Dataset entries:

——

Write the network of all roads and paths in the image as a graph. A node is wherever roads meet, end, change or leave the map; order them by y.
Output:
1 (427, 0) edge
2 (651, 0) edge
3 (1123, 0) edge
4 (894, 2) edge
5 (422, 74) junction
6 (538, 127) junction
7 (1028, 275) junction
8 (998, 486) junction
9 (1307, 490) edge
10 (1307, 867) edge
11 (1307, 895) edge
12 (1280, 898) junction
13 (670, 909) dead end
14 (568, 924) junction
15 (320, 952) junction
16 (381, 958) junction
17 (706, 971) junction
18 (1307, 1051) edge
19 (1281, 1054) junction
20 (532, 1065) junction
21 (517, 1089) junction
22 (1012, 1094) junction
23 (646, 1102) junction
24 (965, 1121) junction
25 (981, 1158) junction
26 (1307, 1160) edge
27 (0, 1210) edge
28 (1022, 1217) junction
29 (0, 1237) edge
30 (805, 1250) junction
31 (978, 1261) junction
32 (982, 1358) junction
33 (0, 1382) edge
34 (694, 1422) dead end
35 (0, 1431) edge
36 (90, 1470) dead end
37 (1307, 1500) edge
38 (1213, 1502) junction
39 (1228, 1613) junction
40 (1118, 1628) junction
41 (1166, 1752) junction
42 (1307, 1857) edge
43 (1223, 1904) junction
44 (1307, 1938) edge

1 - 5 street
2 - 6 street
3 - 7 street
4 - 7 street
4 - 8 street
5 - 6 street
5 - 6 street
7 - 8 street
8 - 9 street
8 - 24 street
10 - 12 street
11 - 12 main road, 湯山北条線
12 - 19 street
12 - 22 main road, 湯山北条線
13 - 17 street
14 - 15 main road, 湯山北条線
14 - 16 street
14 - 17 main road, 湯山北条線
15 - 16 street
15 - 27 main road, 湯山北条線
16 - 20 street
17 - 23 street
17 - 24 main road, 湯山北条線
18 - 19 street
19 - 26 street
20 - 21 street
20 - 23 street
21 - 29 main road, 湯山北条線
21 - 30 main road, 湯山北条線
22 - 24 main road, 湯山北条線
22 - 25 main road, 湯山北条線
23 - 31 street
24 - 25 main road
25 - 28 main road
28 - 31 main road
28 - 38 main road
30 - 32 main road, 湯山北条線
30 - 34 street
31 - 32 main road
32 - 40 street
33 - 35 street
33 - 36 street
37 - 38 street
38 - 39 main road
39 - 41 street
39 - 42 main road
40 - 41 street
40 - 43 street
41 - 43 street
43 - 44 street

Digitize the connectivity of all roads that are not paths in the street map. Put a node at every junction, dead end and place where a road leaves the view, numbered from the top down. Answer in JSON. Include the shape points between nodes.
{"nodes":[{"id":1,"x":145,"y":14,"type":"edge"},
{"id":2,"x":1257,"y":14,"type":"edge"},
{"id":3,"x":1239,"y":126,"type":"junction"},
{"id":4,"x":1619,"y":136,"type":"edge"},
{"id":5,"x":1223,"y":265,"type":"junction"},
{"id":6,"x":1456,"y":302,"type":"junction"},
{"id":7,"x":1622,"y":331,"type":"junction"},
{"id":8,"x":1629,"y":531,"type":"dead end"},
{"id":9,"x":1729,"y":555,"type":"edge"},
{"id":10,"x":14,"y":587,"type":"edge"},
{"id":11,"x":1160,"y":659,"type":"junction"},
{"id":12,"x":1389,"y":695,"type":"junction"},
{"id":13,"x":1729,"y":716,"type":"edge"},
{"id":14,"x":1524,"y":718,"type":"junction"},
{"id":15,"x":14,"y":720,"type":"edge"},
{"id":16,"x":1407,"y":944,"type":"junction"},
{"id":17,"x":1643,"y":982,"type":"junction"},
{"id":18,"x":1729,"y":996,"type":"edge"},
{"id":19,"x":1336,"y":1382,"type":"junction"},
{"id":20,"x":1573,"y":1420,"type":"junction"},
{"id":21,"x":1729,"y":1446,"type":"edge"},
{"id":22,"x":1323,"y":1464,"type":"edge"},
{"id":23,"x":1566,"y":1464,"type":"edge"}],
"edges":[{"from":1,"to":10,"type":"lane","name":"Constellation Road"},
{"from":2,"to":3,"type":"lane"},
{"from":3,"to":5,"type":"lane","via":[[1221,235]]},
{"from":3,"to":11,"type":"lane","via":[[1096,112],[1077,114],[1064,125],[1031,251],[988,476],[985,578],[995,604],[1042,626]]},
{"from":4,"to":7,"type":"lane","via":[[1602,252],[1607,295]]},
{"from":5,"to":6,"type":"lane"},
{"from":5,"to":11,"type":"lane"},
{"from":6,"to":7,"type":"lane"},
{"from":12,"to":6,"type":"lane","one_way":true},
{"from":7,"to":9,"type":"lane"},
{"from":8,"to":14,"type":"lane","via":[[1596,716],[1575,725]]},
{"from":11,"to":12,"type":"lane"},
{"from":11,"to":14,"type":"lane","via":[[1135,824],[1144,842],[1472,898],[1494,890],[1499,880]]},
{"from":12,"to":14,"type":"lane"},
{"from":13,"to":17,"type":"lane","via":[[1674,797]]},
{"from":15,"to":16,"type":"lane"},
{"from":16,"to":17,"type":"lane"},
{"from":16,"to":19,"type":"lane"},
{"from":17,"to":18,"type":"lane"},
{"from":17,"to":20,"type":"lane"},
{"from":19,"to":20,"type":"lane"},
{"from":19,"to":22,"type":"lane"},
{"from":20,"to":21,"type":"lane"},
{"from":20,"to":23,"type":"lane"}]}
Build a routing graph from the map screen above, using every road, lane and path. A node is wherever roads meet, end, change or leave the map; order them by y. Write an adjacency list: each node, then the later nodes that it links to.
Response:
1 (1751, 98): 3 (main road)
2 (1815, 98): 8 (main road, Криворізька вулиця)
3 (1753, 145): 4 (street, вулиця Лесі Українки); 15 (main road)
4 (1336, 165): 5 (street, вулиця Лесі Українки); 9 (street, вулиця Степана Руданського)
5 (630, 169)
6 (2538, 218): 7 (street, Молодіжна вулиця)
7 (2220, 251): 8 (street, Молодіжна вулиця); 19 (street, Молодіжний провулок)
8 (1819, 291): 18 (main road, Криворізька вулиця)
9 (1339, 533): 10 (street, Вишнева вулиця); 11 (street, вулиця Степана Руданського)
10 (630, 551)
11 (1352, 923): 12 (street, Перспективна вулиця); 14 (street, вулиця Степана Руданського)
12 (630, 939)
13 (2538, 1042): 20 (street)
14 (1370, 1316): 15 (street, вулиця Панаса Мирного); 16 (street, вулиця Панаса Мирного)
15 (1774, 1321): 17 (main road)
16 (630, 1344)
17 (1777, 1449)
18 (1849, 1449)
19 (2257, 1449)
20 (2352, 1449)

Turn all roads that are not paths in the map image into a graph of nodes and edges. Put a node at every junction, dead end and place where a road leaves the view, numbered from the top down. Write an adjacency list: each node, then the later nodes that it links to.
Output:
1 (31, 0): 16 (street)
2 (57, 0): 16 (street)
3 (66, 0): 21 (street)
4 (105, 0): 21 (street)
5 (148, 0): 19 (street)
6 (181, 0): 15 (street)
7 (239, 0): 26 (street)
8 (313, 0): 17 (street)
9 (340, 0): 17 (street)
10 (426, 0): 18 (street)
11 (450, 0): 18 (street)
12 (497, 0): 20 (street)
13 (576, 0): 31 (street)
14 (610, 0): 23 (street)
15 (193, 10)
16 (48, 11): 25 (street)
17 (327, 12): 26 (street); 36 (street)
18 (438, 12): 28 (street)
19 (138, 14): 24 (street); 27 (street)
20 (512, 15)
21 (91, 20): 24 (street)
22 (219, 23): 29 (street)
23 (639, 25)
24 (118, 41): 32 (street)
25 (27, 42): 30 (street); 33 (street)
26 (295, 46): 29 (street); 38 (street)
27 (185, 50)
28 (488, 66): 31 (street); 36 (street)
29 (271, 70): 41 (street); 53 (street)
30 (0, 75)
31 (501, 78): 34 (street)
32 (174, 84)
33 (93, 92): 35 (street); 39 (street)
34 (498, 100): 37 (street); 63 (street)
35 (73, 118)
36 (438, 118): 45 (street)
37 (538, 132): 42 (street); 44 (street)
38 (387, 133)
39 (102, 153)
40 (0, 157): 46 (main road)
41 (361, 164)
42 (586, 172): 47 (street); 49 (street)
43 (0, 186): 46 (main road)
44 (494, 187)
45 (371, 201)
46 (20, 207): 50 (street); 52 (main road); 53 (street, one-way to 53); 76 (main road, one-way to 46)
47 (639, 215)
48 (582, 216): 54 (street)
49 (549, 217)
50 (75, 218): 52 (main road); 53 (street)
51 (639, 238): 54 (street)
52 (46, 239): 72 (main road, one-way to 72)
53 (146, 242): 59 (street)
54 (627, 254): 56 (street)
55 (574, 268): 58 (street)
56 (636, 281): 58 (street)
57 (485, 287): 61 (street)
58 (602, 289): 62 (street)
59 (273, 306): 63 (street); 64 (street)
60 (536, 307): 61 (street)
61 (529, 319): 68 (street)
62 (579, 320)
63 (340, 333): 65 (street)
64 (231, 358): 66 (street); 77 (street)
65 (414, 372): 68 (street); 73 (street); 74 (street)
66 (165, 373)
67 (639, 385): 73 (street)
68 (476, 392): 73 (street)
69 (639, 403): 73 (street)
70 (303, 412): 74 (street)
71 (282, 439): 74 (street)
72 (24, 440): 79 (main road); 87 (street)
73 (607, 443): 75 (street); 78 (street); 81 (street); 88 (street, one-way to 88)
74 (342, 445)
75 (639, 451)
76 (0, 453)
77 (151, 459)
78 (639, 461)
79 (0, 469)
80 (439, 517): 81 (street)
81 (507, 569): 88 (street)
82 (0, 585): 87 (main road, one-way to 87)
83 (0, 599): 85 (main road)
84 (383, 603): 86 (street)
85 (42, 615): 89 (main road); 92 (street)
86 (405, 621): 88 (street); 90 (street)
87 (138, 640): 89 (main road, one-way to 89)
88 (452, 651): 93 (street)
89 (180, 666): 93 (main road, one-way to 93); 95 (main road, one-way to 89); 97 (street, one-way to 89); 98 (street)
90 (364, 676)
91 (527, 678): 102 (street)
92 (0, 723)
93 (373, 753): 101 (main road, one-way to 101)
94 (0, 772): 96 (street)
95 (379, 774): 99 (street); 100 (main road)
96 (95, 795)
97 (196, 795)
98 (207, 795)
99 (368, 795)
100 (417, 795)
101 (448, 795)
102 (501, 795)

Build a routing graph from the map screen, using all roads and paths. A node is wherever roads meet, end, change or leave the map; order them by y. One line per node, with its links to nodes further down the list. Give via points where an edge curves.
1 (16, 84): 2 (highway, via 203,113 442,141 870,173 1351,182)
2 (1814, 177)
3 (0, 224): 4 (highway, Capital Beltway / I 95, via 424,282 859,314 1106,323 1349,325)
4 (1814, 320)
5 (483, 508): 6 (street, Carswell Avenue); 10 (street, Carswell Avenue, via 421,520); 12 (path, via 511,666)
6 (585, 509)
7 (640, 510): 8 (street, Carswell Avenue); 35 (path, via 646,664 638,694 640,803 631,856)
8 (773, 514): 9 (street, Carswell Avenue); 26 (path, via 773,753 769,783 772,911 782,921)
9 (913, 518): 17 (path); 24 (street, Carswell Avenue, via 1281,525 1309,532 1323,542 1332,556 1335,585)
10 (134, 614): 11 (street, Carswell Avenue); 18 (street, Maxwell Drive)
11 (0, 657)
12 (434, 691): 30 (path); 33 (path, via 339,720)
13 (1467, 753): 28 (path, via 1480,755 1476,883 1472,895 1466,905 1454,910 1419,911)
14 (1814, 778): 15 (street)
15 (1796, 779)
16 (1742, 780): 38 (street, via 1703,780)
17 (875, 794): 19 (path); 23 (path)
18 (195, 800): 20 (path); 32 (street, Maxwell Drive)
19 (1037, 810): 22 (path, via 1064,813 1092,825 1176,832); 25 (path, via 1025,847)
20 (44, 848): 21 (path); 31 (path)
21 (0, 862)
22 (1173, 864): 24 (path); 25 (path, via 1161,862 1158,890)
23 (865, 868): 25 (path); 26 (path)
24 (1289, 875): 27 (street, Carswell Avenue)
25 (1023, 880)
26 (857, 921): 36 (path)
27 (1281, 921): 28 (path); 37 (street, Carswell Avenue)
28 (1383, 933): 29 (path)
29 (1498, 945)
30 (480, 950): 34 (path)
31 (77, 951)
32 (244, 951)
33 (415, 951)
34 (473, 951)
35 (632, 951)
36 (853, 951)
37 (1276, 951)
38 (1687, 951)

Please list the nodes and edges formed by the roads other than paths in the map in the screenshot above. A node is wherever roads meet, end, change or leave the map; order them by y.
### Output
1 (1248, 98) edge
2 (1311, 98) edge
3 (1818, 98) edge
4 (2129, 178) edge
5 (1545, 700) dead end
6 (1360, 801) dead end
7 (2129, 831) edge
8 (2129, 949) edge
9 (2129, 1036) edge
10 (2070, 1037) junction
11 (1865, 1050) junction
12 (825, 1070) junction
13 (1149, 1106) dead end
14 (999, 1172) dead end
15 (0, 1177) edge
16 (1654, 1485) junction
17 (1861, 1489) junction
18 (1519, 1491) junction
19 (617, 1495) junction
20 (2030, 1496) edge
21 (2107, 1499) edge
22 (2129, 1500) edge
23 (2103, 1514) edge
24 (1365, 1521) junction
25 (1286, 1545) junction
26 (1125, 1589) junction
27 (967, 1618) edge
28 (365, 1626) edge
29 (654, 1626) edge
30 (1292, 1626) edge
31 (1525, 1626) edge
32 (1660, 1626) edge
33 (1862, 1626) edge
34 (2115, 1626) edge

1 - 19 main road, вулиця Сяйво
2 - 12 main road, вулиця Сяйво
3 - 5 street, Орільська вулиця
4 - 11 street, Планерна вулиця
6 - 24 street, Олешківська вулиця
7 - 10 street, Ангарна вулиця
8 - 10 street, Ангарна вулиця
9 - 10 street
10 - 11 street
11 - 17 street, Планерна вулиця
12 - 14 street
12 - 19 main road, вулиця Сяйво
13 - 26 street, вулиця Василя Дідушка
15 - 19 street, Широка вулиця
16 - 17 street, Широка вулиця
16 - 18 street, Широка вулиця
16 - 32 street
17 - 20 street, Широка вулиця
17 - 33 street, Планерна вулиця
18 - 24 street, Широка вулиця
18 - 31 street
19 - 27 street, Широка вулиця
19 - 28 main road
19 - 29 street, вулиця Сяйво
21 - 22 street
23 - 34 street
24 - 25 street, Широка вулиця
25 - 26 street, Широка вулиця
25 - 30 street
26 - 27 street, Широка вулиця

——

EXERCISE
Respond with a number only, please: how many lines in this data include the word "view".

COMPLETED EXERCISE
2